Scientists Searching For Intruders In Gulf Waters - WLOX.com - The News for South Mississippi

09/02/03

Scientists Searching For Intruders In Gulf Waters

Dozens of marine biologists and other scientists from Mississippi and Alabama are busy surveying the gulf waters this week.

They're looking for invasive plants and animals, things that don't belong in our coastal waters. The idea is to identify and control any nuisance species before they become a problem.

These so called "invasive species" can quickly threaten the marine environment and economy.

A biologist jumped into the bayou and prepared to scrape barnacles from a piling. Another walked the shoreline, searching for samples. Both are looking for invasive species, life that doesn't belong here.

Leslie Gallagher is with the Alabama Marine Resources Department.

"We've all heard of these type of critters. We've heard of the zebra mussel up in the Great Lakes. We've heard of the snake fish up in Maryland. So, these things could happen here. And what we're doing today is try and see if one of these species that could cause havoc is here," she explained.

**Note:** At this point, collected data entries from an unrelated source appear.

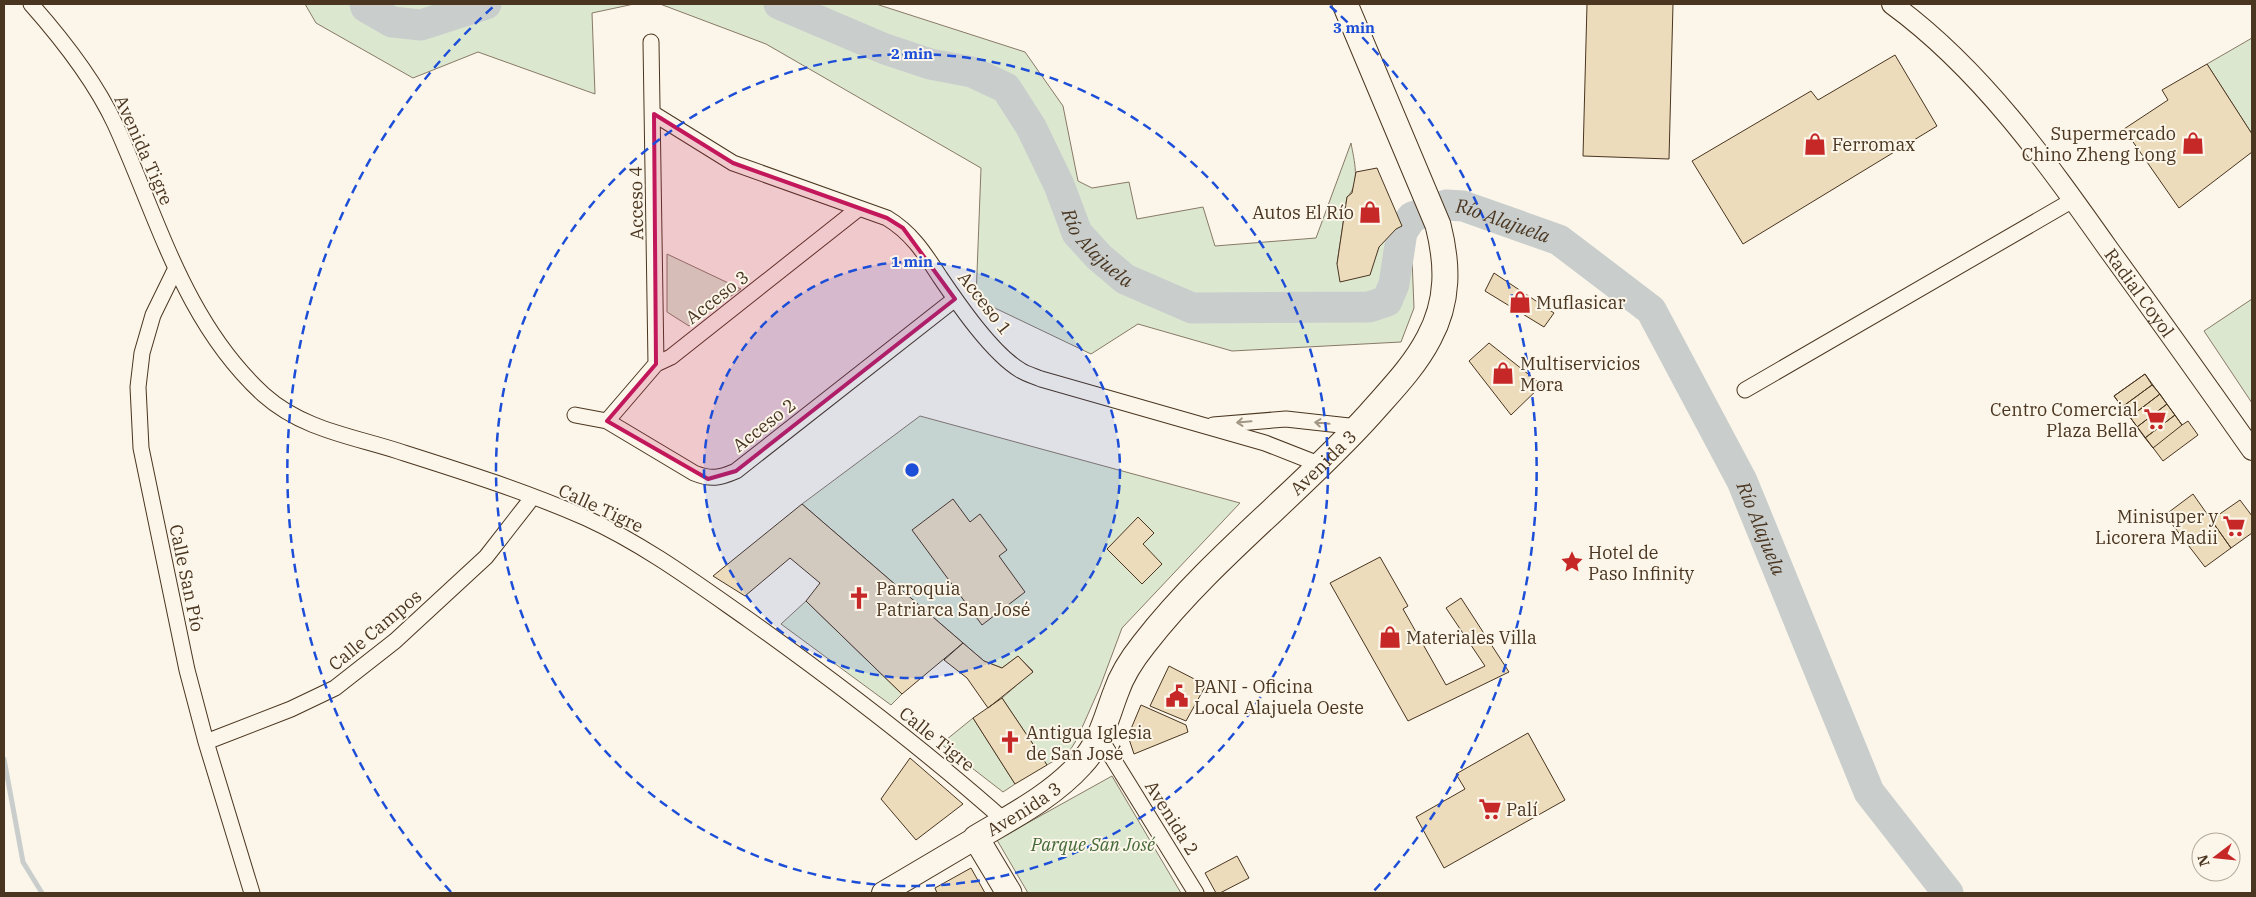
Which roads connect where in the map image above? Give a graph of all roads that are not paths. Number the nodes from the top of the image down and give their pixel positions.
1 (31, 4) edge
2 (1345, 4) edge
3 (1892, 4) edge
4 (1906, 4) edge
5 (1921, 25) junction
6 (651, 42) dead end
7 (654, 114) junction
8 (2026, 138) junction
9 (2073, 200) junction
10 (858, 210) junction
11 (175, 270) junction
12 (955, 299) junction
13 (656, 364) junction
14 (1745, 390) dead end
15 (575, 415) dead end
16 (607, 421) junction
17 (1202, 426) junction
18 (1358, 427) junction
19 (2252, 450) edge
20 (1321, 465) junction
21 (532, 498) junction
22 (1100, 738) junction
23 (206, 742) junction
24 (1006, 821) junction
25 (976, 838) junction
26 (252, 893) edge
27 (883, 893) edge
28 (1008, 893) edge
29 (1196, 893) edge

1 - 11 street, Avenida Tigre
2 - 18 main road, Avenida 3
3 - 5 street, Radial Coyol
4 - 5 street
4 - 8 street, Radial Coyol
5 - 8 street, Radial Coyol
6 - 7 street, Acceso 4
7 - 10 street, Acceso 1
7 - 13 street, Acceso 4
8 - 9 street, Radial Coyol
9 - 14 street
9 - 19 street, Radial Coyol
10 - 12 street, Acceso 1
10 - 13 street, Acceso 3
11 - 21 street, Calle Tigre
11 - 23 street, Calle San Pío
12 - 16 street, Acceso 2
12 - 17 street, Acceso 1
13 - 16 street, Acceso 3
15 - 16 street, Acceso 2
18 -> 17 street, Acceso 1
17 - 20 street, Acceso 1
18 - 20 main road, Avenida 3
20 - 22 main road, Avenida 3
21 - 23 street, Calle Campos
21 - 24 street, Calle Tigre
22 - 24 main road, Avenida 3
22 - 29 street, Avenida 2
23 - 26 street, Calle San Pío
24 - 25 main road, Avenida 3
25 - 27 main road
25 - 28 main road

"Doesn't look like much here, but once you do the washing and lab there are microscopic animals that live on the surface," said the research scientist who scraped barnacles off the piling.

Comb jellyfish make up much of the marine life scraped from the wooden poles. Those creatures are native. But you may recall news of the giant Australian jellyfish.

"They came and they didn't stay. At least they didn't stay in great numbers. Now if they had come and stayed and reproduced and we found them year after year, they could have been a danger to the gulf coast," said Gallagher.

Finding and identifying invasive species gives scientists a head start in controlling potential problems.

David Yeager is with the Mobile Bay National Estuary Program.

"There's a huge economic impact associated with potential invasives. The state of Florida spends some forty million dollars a year for the control of hydrilla alone, and that's an invasive plant that was brought in as part of the aquarium trade," Yeager said.

This research project will also have an impact on marine interests in Mississippi. A similar survey of the Mississippi Sound is planned for next year.

Some fifty scientists are spending four days on Alabama waters this week, taking samples and compiling a list of possible invasive species that could become problems.

The problem of invasive species is significant. The National Research Council calls it one of the five most critical environmental issues facing the ocean's marine life.